BEGIN DATA EXCERPTS

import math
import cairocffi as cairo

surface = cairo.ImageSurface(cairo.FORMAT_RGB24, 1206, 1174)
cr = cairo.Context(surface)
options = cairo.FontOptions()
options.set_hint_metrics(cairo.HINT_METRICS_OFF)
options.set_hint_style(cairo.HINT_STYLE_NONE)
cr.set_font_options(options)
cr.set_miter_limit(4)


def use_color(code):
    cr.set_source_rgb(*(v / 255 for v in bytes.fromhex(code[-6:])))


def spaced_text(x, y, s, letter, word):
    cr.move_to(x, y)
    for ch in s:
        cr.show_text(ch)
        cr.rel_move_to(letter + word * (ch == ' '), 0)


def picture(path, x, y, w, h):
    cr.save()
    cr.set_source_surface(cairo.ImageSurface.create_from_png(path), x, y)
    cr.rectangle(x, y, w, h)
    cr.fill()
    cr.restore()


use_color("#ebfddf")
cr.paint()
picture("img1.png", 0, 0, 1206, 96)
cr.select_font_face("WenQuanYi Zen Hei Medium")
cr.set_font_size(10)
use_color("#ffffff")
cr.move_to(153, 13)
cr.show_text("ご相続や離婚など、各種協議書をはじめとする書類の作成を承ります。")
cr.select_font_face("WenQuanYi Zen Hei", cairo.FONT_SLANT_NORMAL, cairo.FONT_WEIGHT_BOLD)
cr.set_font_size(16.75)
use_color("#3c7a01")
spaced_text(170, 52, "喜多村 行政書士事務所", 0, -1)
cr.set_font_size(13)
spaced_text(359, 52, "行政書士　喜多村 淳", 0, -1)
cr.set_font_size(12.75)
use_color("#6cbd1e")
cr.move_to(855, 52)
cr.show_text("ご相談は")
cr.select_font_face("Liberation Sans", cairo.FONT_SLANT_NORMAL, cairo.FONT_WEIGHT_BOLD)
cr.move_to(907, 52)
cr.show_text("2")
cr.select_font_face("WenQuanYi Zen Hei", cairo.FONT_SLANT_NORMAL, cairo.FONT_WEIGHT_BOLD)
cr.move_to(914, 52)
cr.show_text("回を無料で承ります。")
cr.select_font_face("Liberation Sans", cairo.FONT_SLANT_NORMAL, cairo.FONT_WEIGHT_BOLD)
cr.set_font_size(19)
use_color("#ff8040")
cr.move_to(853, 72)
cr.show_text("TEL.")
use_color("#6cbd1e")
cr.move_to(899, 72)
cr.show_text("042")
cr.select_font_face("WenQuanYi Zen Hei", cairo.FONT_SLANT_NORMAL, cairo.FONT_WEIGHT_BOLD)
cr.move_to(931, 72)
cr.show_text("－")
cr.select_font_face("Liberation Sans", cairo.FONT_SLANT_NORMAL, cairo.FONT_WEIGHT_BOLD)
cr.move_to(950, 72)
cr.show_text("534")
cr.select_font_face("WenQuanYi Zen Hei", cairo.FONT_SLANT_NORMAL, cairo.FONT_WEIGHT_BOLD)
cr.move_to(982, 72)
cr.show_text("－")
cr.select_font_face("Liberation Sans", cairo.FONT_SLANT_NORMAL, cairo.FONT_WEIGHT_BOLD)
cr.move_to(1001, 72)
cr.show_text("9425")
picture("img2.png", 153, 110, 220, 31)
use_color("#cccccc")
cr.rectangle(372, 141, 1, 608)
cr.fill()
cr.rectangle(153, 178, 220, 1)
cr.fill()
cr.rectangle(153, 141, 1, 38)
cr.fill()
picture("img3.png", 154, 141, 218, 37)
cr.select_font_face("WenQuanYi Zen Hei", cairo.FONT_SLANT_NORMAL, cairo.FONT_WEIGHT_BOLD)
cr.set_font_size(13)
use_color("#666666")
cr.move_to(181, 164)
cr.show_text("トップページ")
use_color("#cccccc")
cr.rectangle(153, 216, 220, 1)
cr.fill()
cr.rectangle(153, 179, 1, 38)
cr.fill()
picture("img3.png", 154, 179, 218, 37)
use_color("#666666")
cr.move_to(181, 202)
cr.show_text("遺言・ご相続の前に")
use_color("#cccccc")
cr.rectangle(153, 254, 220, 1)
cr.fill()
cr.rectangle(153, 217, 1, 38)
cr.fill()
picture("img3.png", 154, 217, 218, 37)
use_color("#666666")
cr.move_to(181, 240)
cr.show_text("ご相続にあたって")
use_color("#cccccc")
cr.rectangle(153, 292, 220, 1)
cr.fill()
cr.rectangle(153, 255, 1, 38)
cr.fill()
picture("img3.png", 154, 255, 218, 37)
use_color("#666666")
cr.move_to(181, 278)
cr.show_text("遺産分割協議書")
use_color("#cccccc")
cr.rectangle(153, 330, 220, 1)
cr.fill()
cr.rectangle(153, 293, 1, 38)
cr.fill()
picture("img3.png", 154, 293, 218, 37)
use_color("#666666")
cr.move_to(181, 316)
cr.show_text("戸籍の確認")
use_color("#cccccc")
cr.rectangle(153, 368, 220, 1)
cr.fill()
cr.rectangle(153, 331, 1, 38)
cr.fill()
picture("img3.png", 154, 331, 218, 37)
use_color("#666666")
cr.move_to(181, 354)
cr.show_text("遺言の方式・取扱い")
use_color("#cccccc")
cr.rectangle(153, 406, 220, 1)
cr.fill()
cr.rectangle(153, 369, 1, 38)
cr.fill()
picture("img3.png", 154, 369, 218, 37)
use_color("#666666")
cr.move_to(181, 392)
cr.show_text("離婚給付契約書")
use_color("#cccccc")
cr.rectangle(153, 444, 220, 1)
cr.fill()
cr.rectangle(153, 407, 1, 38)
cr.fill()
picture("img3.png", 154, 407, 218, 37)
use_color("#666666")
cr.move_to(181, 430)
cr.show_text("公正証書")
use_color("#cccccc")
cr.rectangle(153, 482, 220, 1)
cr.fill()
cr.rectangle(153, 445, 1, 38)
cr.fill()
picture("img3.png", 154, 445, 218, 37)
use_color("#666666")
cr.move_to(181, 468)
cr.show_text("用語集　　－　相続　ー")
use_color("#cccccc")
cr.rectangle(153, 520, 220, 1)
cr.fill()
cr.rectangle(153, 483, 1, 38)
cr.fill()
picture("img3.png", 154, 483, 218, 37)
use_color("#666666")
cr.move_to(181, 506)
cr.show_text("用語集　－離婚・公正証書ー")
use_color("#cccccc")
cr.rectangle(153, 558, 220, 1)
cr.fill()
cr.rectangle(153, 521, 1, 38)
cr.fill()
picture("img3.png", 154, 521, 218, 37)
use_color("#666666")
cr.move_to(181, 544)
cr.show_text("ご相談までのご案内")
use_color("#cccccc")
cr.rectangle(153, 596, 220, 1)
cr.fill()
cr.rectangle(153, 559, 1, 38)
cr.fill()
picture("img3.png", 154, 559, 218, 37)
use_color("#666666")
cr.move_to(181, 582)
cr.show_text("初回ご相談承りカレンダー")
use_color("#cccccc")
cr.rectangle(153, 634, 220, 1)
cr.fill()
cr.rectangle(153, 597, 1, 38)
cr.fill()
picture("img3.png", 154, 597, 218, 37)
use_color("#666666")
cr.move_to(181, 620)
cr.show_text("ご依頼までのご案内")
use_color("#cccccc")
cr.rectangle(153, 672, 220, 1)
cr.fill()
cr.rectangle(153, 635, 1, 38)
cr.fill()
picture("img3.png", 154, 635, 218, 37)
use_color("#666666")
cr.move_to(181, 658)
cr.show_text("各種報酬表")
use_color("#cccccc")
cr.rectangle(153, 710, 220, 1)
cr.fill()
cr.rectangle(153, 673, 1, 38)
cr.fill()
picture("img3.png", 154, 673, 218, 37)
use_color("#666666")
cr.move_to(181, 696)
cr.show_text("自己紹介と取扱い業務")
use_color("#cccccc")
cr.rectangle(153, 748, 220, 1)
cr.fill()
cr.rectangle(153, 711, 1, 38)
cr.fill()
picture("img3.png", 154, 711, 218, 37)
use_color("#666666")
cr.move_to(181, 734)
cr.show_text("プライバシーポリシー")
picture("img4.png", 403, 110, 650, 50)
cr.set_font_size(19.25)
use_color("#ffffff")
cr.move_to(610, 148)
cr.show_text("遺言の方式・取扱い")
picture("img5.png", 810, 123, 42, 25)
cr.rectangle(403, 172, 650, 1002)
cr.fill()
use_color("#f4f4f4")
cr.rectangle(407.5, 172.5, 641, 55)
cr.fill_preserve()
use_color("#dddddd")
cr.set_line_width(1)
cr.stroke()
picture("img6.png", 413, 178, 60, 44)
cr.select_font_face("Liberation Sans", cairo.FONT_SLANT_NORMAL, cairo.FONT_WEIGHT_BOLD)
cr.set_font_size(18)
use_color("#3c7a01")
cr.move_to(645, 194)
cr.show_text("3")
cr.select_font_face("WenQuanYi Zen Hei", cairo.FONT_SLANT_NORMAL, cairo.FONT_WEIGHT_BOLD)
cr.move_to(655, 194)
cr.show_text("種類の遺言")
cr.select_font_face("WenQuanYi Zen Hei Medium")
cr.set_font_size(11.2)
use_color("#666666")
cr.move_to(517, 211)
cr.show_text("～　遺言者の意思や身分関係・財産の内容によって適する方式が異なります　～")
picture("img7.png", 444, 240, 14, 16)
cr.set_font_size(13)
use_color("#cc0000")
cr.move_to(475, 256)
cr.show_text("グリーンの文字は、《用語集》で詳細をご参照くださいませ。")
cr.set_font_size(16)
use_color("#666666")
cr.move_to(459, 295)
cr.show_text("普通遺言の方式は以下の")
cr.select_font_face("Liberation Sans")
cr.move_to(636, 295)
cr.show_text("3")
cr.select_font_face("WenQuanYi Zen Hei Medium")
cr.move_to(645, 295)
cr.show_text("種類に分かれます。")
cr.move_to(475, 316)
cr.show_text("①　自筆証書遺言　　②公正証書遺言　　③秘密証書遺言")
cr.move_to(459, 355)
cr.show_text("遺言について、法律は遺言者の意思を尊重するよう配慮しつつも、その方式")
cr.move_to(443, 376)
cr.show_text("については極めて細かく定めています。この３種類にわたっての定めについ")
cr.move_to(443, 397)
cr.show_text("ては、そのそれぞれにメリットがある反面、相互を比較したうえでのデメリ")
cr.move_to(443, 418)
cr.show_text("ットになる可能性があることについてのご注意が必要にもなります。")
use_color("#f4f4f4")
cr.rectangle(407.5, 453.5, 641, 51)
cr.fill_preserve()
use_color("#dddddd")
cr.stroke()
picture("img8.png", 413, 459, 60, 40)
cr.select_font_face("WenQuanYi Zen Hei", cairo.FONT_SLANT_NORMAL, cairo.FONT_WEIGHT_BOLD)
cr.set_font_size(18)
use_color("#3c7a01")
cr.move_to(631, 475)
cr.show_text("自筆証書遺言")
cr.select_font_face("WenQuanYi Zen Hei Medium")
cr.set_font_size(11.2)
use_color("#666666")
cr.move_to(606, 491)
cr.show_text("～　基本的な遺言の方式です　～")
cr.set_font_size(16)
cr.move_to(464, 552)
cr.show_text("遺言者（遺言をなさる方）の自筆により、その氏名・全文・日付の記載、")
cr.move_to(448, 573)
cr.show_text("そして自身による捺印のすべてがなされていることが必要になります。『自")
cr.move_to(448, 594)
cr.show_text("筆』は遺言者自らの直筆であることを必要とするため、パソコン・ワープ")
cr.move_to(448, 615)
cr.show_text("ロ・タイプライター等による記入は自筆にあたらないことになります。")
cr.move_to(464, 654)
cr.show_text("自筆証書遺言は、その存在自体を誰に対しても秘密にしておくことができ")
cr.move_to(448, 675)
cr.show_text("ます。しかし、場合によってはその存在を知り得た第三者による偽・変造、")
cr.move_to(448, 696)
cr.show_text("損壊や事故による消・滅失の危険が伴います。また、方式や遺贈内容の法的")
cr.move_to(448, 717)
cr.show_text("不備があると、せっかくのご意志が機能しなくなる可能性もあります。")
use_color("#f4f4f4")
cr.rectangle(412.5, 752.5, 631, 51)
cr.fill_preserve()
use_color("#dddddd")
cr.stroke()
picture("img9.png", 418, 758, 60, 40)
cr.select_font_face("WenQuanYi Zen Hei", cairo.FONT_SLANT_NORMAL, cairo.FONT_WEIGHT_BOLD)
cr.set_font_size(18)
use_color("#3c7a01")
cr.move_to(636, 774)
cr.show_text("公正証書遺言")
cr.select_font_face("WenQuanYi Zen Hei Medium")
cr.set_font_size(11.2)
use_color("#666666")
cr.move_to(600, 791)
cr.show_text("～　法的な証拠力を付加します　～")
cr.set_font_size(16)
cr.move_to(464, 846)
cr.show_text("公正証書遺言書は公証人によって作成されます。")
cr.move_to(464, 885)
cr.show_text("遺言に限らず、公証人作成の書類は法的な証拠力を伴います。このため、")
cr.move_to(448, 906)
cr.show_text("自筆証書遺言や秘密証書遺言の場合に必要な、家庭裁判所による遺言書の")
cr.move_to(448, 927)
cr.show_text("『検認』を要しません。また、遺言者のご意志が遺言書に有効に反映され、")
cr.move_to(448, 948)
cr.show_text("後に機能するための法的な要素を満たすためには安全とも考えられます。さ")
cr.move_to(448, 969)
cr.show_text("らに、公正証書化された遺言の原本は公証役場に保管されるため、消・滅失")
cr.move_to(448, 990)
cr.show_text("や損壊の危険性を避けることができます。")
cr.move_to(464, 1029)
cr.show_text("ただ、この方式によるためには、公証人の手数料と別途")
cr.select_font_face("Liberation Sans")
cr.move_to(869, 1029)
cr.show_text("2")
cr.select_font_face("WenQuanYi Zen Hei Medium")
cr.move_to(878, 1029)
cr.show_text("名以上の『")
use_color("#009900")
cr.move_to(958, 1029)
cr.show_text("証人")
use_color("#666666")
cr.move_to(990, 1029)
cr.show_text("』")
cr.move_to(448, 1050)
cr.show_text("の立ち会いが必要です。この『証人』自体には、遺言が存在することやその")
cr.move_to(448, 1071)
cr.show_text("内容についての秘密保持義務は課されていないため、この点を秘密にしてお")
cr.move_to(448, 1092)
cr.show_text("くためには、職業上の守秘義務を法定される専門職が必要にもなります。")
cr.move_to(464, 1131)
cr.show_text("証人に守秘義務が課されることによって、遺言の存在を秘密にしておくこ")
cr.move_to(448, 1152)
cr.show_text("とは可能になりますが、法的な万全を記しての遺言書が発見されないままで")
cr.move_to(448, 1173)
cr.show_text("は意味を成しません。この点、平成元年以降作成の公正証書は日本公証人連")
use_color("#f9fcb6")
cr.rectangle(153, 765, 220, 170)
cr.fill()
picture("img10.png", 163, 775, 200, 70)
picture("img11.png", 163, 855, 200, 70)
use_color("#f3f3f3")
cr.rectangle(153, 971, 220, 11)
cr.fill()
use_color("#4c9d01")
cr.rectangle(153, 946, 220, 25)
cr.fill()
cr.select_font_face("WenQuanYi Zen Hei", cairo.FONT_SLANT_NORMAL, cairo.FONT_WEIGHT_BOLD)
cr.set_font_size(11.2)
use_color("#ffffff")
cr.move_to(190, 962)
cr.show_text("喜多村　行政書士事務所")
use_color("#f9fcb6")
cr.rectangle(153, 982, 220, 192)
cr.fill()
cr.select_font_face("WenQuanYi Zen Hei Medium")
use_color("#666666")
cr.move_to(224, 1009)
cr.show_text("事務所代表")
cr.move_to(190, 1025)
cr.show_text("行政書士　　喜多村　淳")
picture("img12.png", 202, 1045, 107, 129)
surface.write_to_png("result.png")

END DATA EXCERPTS

--- WHAT THE EXERCISE ASKS ---
Everything from the first line of the entries above through the line with "cr.move_to(x, y)" is to be reproduced exactly, and nothing else.

--- RESULT ---
import math
import cairocffi as cairo

surface = cairo.ImageSurface(cairo.FORMAT_RGB24, 1206, 1174)
cr = cairo.Context(surface)
options = cairo.FontOptions()
options.set_hint_metrics(cairo.HINT_METRICS_OFF)
options.set_hint_style(cairo.HINT_STYLE_NONE)
cr.set_font_options(options)
cr.set_miter_limit(4)


def use_color(code):
    cr.set_source_rgb(*(v / 255 for v in bytes.fromhex(code[-6:])))


def spaced_text(x, y, s, letter, word):
    cr.move_to(x, y)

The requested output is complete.